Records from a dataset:

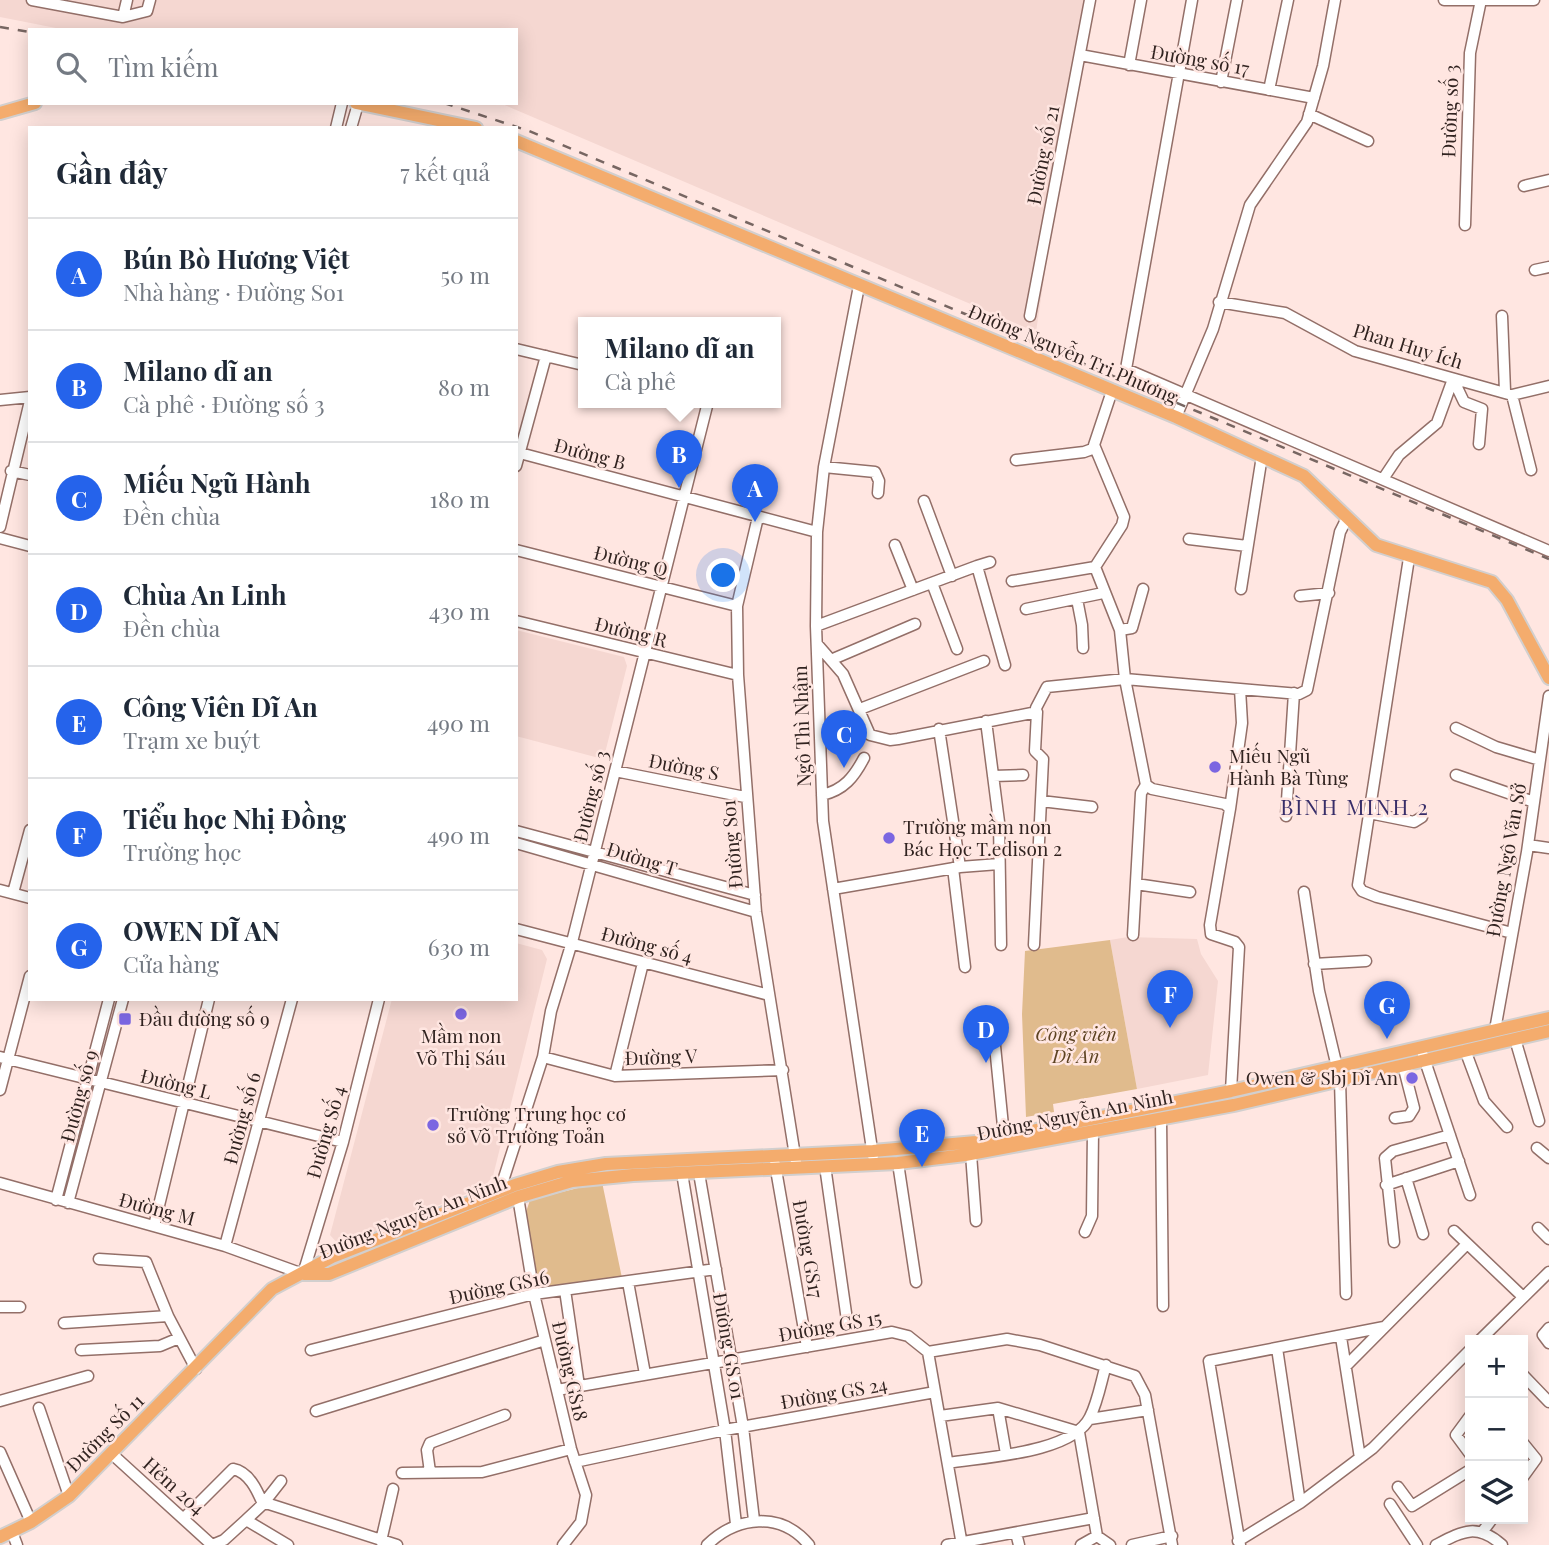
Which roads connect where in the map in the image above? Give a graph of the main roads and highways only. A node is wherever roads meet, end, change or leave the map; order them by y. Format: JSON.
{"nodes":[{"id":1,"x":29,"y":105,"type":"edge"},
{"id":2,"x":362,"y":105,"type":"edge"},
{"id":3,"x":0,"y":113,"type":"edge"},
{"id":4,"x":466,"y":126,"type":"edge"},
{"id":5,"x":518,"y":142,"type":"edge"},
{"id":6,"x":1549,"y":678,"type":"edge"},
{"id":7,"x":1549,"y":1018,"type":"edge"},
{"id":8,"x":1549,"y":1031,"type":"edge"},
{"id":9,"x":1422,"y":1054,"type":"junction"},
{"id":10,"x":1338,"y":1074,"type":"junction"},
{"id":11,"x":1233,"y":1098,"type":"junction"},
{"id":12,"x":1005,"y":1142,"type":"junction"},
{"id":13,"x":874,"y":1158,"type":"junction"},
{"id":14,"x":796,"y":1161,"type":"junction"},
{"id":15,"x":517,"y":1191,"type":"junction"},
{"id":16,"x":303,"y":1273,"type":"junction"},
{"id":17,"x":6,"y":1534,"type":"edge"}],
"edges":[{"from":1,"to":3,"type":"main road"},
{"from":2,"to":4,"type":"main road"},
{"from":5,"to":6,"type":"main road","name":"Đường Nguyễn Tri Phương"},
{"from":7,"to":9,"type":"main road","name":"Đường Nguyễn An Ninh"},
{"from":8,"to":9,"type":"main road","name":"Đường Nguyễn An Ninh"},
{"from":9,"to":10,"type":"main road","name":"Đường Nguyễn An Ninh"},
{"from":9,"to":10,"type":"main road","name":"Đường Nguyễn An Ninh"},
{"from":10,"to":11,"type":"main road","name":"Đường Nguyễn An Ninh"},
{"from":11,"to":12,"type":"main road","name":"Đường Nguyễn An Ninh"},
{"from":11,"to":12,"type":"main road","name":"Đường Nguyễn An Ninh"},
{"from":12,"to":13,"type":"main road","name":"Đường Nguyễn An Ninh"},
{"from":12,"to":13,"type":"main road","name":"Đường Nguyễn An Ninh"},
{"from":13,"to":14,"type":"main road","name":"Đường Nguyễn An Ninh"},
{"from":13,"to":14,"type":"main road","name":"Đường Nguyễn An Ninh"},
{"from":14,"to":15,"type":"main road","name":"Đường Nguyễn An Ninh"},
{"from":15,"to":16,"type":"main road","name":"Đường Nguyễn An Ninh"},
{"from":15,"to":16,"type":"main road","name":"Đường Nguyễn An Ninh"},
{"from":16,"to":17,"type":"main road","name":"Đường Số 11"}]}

▶ Work request
All lines of the data that hold "junction" need to be copied.

▶ Output for this task
{"id":9,"x":1422,"y":1054,"type":"junction"},
{"id":10,"x":1338,"y":1074,"type":"junction"},
{"id":11,"x":1233,"y":1098,"type":"junction"},
{"id":12,"x":1005,"y":1142,"type":"junction"},
{"id":13,"x":874,"y":1158,"type":"junction"},
{"id":14,"x":796,"y":1161,"type":"junction"},
{"id":15,"x":517,"y":1191,"type":"junction"},
{"id":16,"x":303,"y":1273,"type":"junction"},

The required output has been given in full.